▶ _WHAT IS REQUIRED_: Wherever "nodes" turns up in the entries, copy out the line that holds it.

▶ _SUPPLIED INFORMATION_:
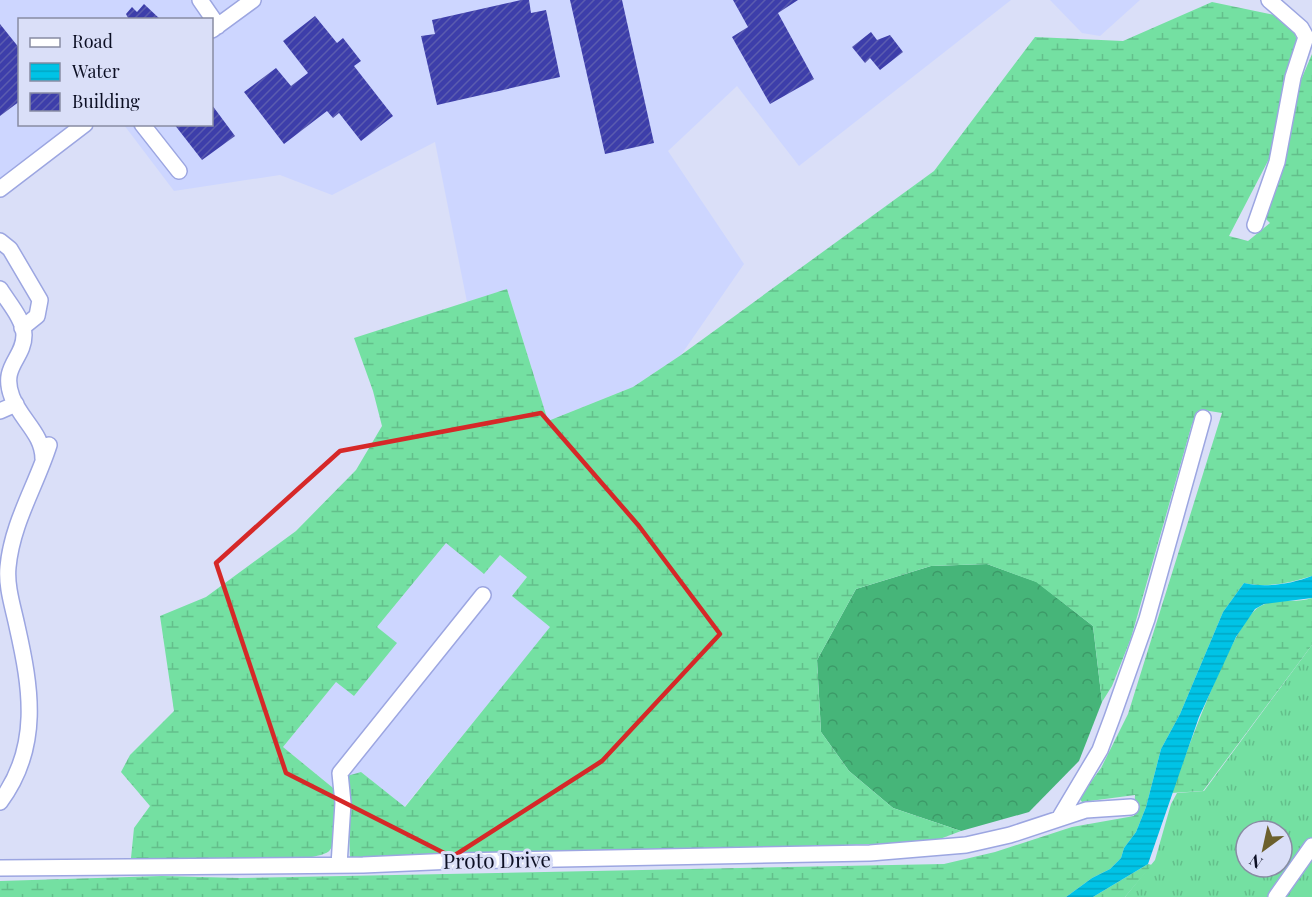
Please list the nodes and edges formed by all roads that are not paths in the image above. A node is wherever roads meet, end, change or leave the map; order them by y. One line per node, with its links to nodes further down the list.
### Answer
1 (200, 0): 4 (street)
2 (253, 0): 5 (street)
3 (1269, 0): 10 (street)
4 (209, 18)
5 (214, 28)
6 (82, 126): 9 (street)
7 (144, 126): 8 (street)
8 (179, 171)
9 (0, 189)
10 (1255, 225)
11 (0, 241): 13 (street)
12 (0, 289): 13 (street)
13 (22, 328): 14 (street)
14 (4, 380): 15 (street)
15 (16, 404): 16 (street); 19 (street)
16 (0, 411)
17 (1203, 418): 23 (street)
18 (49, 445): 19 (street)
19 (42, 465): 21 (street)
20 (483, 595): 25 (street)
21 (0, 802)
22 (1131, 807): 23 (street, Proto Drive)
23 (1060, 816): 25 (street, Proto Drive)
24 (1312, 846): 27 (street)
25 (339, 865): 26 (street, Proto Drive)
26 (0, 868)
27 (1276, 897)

...

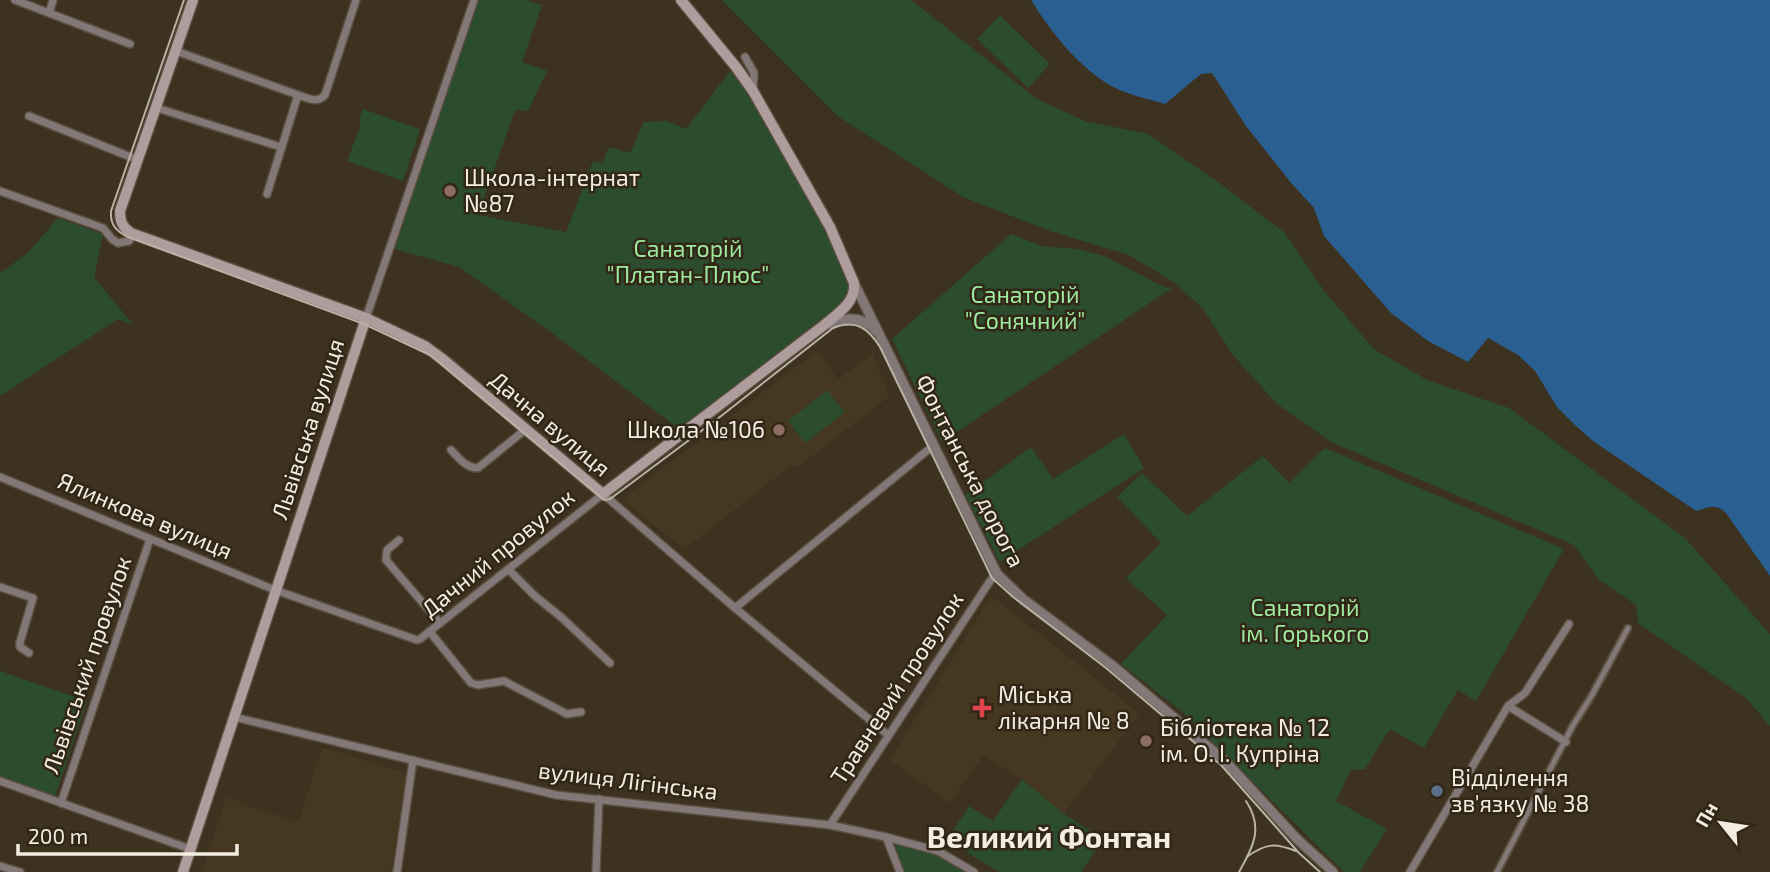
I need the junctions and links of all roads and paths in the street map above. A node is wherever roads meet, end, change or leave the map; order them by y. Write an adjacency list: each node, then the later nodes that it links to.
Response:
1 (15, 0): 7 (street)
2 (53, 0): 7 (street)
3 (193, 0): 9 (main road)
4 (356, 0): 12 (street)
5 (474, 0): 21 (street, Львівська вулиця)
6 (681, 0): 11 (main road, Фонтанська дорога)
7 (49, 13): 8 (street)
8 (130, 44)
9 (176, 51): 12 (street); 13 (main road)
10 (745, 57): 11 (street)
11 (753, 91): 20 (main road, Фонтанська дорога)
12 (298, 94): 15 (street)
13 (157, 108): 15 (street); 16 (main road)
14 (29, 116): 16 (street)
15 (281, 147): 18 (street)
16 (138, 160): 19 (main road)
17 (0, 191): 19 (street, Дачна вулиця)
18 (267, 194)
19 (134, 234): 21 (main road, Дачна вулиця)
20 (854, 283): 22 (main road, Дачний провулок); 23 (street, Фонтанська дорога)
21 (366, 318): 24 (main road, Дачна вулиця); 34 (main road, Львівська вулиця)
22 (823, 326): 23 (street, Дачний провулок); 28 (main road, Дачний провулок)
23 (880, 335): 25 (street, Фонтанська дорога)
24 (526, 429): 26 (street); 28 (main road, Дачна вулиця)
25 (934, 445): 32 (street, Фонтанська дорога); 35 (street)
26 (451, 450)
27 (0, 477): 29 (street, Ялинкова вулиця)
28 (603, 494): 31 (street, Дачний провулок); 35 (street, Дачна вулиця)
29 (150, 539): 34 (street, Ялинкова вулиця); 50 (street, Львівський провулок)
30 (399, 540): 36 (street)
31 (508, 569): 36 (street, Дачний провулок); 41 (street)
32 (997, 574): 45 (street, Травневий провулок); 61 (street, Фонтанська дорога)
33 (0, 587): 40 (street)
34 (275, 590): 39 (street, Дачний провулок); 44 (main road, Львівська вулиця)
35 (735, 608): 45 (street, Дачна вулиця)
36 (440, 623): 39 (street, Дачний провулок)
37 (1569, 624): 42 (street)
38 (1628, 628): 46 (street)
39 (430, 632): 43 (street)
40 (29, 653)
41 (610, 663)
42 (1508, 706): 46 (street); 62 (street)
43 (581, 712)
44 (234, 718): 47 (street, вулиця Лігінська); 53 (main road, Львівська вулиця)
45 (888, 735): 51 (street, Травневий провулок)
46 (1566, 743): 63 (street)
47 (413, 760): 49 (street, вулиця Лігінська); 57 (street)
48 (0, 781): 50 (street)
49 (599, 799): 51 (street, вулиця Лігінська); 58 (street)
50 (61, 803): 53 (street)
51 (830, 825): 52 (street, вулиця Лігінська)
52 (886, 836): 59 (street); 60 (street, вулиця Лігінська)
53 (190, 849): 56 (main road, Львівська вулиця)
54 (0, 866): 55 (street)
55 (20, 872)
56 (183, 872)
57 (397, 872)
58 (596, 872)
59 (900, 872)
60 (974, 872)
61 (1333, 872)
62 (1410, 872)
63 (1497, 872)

▶ _EXPECTED ANSWER_:
Please list the nodes and edges formed by all roads that are not paths in the image above. A node is wherever roads meet, end, change or leave the map; order them by y. One line per node, with its links to nodes further down the list.
I need the junctions and links of all roads and paths in the street map above. A node is wherever roads meet, end, change or leave the map; order them by y. Write an adjacency list: each node, then the later nodes that it links to.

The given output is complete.